Ms Unsworth, a member of the Country Women’s Association’s Bayside branch, has been preparing for the group’s first garage sale for charity – and the goods just keep on turning up at her home.
“When I go out, I don’t know what I’m going to find on my doorstep,” she said, laughing.
“We’re really excited about it.”
The association’s Hampton garage sale is one of 8000 scheduled for Saturday across the country – including more than 1600 in Victoria – as part of Australia’s largest not-for-profit jumble sale.
Now in its fourth year, hundreds of thousands of bargain hunters are tipped to trawl through backyard sales held simultaneously for the annual Garage Sale Trail.

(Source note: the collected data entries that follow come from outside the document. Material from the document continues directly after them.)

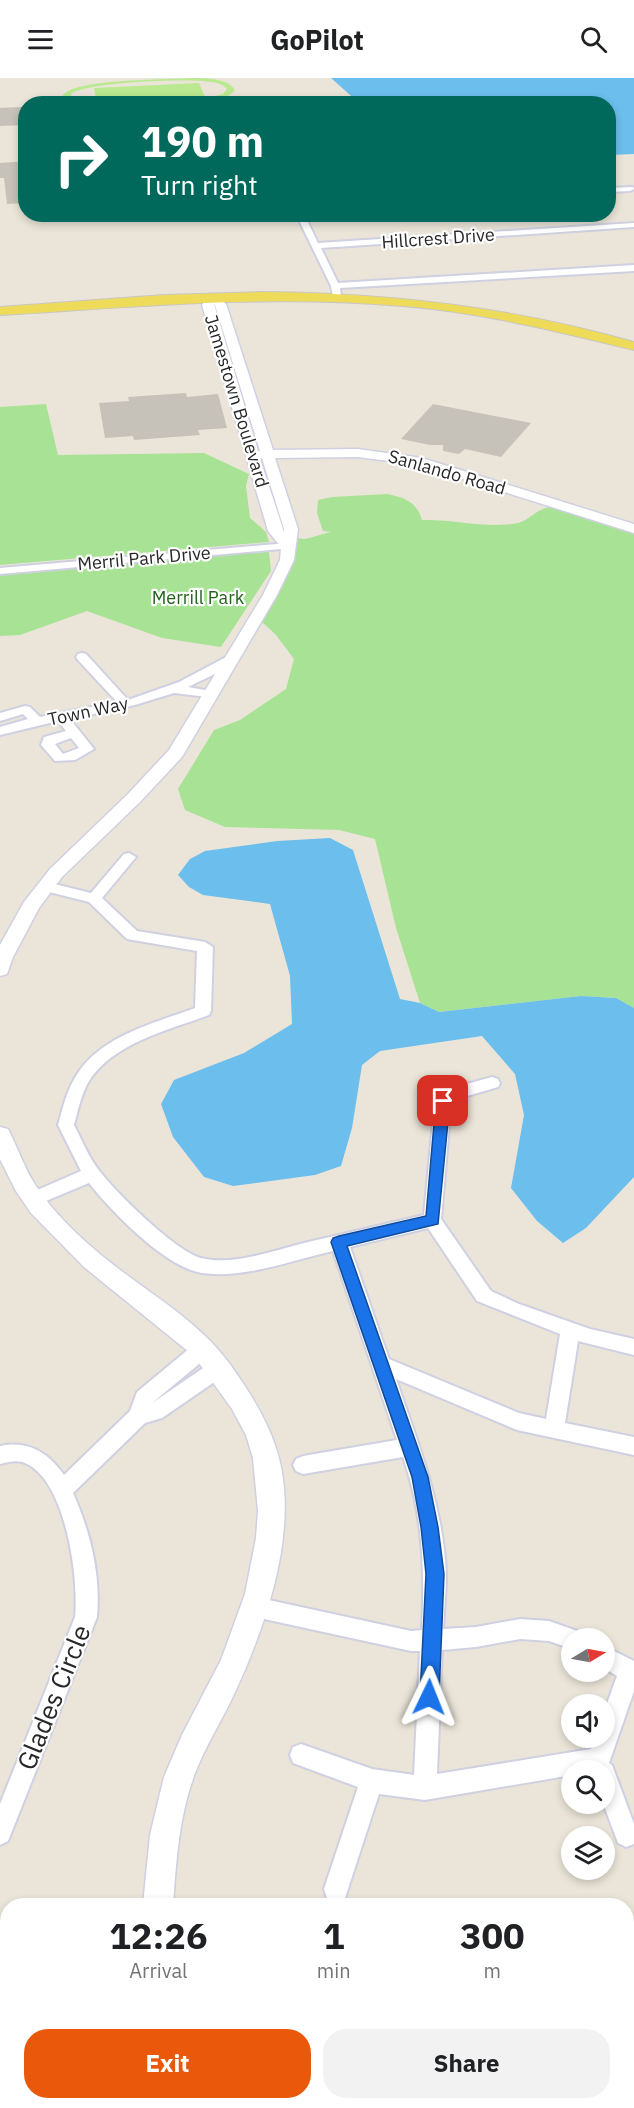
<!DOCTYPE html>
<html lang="en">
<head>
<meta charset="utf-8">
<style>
	:root { --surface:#fff; --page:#f2f2f2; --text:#202124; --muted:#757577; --accent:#ea580c }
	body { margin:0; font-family:"IBM Plex Sans",sans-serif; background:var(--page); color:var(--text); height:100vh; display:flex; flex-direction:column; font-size:22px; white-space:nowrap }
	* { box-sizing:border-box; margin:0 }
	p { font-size:20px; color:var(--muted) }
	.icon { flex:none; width:33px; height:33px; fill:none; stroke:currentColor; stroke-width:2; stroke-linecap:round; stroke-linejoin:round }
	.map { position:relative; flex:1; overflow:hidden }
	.side { position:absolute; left:0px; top:1820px; width:634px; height:212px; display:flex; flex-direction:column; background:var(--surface); border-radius:24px 24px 0 0; box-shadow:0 3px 9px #0003 }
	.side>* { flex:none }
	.guide { position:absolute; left:18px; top:18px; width:598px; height:126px; border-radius:24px; box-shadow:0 3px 9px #0003; background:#00695c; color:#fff; overflow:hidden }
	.needle { width:39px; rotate:80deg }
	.tools { position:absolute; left:561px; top:1550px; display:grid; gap:12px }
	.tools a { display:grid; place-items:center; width:54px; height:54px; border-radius:50%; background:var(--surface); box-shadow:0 3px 9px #0003; font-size:30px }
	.pin { position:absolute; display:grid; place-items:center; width:51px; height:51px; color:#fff; margin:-26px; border-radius:12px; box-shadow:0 3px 9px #0006 }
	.me { position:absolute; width:66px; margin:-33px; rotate:2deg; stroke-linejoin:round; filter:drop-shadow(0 0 4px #0008) }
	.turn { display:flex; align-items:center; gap:21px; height:126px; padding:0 24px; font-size:27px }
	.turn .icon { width:78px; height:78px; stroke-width:2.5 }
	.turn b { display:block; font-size:42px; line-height:51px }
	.eta { display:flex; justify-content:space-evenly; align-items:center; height:102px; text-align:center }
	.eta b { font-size:36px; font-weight:700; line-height:42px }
	.primary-button { display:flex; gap:12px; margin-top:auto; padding:12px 24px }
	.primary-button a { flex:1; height:69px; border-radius:24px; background:var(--accent); color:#fff; font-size:24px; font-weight:700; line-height:69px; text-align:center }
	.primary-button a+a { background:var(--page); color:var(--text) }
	header { display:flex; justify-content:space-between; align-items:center; height:78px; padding:0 24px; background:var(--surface); font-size:27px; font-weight:700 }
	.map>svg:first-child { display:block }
	.green { fill:#a8e295 }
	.pitch { fill:#bbe991 }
	.water { fill:#6cbeed }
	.building { fill:#c6c2b9 }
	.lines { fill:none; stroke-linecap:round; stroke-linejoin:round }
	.minor-casing { stroke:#cfd0e1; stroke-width:4 }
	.tertiary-casing { stroke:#cfd0e1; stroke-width:3 }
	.primary-casing { stroke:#c7c7c7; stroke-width:2 }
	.minor { fill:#fff; fill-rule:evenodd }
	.tertiary { fill:#fff; fill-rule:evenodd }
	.primary { fill:#efdb5a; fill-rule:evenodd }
	.route { fill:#1a73e8; stroke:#114b97; stroke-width:1.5 }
	.labels { text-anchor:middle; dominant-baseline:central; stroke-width:4.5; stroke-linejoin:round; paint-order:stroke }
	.far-street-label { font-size:18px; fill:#282828; stroke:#fff }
	.far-park-label { font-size:18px; fill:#22631a; stroke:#fff }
	.near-street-label { font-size:26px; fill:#282828; stroke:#fff }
</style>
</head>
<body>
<header><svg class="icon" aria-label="menu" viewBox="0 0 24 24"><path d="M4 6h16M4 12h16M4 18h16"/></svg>GoPilot<svg class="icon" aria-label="search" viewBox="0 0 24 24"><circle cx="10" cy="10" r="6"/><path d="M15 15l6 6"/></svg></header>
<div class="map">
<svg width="634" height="2030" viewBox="0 0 634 2030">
	<rect width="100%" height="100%" fill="#ebe5d9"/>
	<g class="green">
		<path d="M46 326 58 377 204 375 249 396 246 408 250 440 266 454 269 464 0 487V329Z"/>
		<path d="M388 416C405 420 417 424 422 442 454 441 487 451 518 445 530 442 537 430 551 429 561 428 619 449 634 454V930L616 920 581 918 439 934 420 925 396 850 375 761 339 752 225 749 185 732 178 711 214 652 240 642 286 611 294 581 276 557 261 543 296 469V460L305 461 331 454 323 453 317 435 318 422 332 419Z"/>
		<path d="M268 466 271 493 221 569 162 560 87 533 20 557 0 558V489Z"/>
	</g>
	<g class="pitch">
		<path d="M191 0C205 0 228 0 235 12 223 31 148 26 126 25L204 21 223 16 227 11C222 6 217 4 210 4 188 0 86 4 71 16L72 22 83 25H70L62 19C69 0 169 2 191 0Z"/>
		<path d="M199 5 205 19 97 25 94 10Z"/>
	</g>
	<g class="water">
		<path d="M331 0H634V76L609 77V26L359 25Z"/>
		<path d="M330 760 353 772 400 921 420 925 439 934 581 918 616 920 634 930V1099L586 1150 563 1165 537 1143 511 1110 524 1037 515 996 482 958 380 973 362 987 352 1050 341 1088 315 1097 233 1108 204 1099 173 1059 161 1026 174 1002 244 975 292 946 290 898 270 826 203 817 189 809 178 797 190 781 205 773 277 763Z"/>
	</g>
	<g class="building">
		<path d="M20 29H26V47L0 48V30Z"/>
		<path d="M26 83V125L7 126 4 100H0V85Z"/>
		<path d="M186 315 187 319 218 316 227 350 198 352 200 357 134 362 133 358 105 360 99 325 129 323 128 319Z"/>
		<path d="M433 326 531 345 501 379 465 371 459 376 443 373V367H430L401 361Z"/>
	</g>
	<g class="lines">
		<g class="minor-casing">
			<g id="minor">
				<path d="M633 109 634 111 630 113 609 114V110Z"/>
				<path d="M296 136H304L318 165 634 145V149L321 170 338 205 634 187V193L340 210 341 219 337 222 333 219 331 208Z"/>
				<path d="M288 465 292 466V470L0 496V490Z"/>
				<path d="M82 575 86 576 128 622 179 604 228 578 232 577 238 581 221 593 188 609 216 614 218 617 216 620 174 615 135 627 70 641 94 671 75 682 55 683 41 667 44 659 66 653 58 643 0 657V649L28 641 23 636 0 643V635L25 628 30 629 40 639 117 624 78 582 76 579 78 576ZM71 660 79 670 63 676 55 666Z"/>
				<path d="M129 775 136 779 102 820 137 853 205 864 213 869 211 933 209 937C169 952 113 965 89 1003 81 1016 78 1033 74 1047 82 1062 88 1078 98 1091 114 1113 175 1173 201 1180 233 1188 272 1173 304 1165 344 1156 384 1146 424 1137L435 1023 445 1012 492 999 498 1001 500 1005 498 1009 457 1021 451 1025 441 1141 491 1213 519 1226 590 1251 634 1261V1277L578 1263 565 1345 634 1359V1377L517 1352 396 1301C418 1365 443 1427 446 1496 446 1514 444 1532 443 1551L476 1549 520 1541 549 1543 580 1554 582 1560H572V1571L549 1563 520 1561 476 1569 442 1572 437 1696 591 1671 595 1659H604V1634L617 1598 604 1590V1568L634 1583V1613L609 1685 612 1687 634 1746V1766L626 1769 618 1765 603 1725 604 1692H572V1697L425 1722 379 1716 345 1820 336 1823 327 1820 324 1811 358 1709 293 1685 290 1677 293 1669 301 1666 372 1691 414 1697 420 1573H411L255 1539 247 1536 244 1529 247 1522 255 1519 411 1553 422 1552C425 1491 423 1437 403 1379L303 1396 296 1393 293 1387 296 1381 303 1378 397 1362 333 1173C292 1182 245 1201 202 1195 165 1189 112 1134 89 1105L34 1128 28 1126 25 1121 28 1116 81 1093 58 1047C63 1029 67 1011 78 995 103 957 155 945 195 930L197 873 127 861 89 824 41 812 39 809 46 804 91 815 124 776ZM428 1150 477 1223 560 1256 546 1341 519 1335 389 1281 350 1169Z"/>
				<path d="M203 1263 210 1265 212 1271 210 1277 152 1325 212 1284 219 1282 226 1284 229 1290 226 1296 162 1340 145 1345 73 1415C90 1453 101 1497 97 1539L8 1763 0 1767V1726L75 1539C79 1500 66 1405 27 1386 18 1381 9 1384 0 1386V1368C28 1362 48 1374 64 1397L130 1333 137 1314 196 1265Z"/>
				<path d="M8 1932V1958L0 1960V1934Z"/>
			</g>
		</g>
		<g class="tertiary-casing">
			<g id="tertiary">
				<path d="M213 216 226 226 273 372 358 371 422 380 634 446V455L419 387 358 379 275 380 298 451 294 482 277 517 182 679 140 724 62 799 39 830 13 879 7 896 0 898V867L24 824 50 791 128 716 169 672 263 517 280 482 281 469 268 453 202 227 209 217ZM214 226 215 227 260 373H258ZM262 380 284 451V454L260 381Z"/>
				<path d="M0 1049 8 1051C18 1070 24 1090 36 1108 53 1134 77 1157 101 1177 143 1212 196 1240 229 1285 247 1310 265 1338 275 1367 302 1444 268 1542 236 1612 223 1641 205 1668 194 1698 179 1739 176 1784 173 1827H143L150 1757 164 1699 182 1657 221 1582 245 1516 256 1460 258 1433 253 1380 246 1357 232 1331 194 1278 84 1189 31 1135 16 1113 0 1081Z"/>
				<path d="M155 2024H188L190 2030H156Z"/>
			</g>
		</g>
		<g class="primary-casing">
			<path id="primary" d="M262 214C389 215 512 229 634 264V272C555 253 485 235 403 228 268 216 135 229 0 237V229L164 217Z"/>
		</g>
		<use href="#minor" class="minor"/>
		<use href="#tertiary" class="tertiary"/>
		<use href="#primary" class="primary"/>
	</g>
	<path class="route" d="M443 1018 450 1023 438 1146 347 1168 428 1399 438 1449 444 1496 439 1619 436 1625 429 1628 423 1625 420 1619 426 1496 421 1449 412 1399 331 1164 333 1160 339 1158 426 1138 436 1023Z"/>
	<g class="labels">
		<g class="far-street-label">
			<text transform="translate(438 160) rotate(-4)">Hillcrest Drive</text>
			<text transform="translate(237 323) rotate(73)">Jamestown Boulevard</text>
			<text transform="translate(447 394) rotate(16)">Sanlando Road</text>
			<text transform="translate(144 480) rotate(-5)">Merril Park Drive</text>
			<text transform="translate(88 633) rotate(-12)">Town Way</text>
		</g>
		<g class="far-park-label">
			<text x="198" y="519">Merrill Park</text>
		</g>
		<g class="near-street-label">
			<text transform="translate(53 1619) rotate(-68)">Glades Circle</text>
		</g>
	</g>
</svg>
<div class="tools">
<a><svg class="needle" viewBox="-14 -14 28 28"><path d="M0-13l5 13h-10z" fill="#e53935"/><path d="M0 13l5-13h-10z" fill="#757577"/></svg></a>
<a><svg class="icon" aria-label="sound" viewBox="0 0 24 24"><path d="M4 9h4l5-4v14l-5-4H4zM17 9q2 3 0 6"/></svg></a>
<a><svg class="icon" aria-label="search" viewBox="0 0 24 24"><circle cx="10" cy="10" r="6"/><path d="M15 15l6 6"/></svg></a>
<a><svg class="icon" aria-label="layers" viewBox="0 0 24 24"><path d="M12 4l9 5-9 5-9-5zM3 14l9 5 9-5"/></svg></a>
</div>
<div class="pin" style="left:443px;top:1023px;background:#d93025"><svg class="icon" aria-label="arrive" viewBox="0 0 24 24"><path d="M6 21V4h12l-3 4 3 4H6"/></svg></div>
<svg class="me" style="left:429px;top:1619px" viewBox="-20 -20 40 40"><path d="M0-17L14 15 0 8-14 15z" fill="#1a73e8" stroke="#fff" stroke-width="4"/></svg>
<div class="guide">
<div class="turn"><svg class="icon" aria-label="right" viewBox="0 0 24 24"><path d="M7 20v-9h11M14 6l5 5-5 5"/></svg><div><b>190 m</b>Turn right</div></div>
</div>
<section class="side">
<div class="eta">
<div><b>12:26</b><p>Arrival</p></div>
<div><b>1</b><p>min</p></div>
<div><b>300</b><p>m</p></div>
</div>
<div class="primary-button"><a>Exit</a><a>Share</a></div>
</section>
</div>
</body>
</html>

Schools, households and various community groups are selling more than 1.5 million items – including a pregnant alpaca and hovercraft in Tasmania – all in the name of reusing and recycling goods.
The event’s co-founder Andrew Valder, said the sale promoted awareness of waste management.
“Sustainable living starts at home,” he said.
“One garage sale on its own doesn’t make much of a difference, but imagine if every garage in country was involved – that’s a whole lot of difference.”
But it is not all about second-hand goods – many sellers are spruiking plants and handmade crafts, as well as sausage sizzles and music.
Mr Valder said Garage Sale Trail, which began in 2010 in Bondi, was more than just a treasure hunt.
“It’s not just that you go and buy some nondescript second-hand item – you often find out the story of the stuff you’re buying and that sort of makes it much more powerful than it otherwise would.”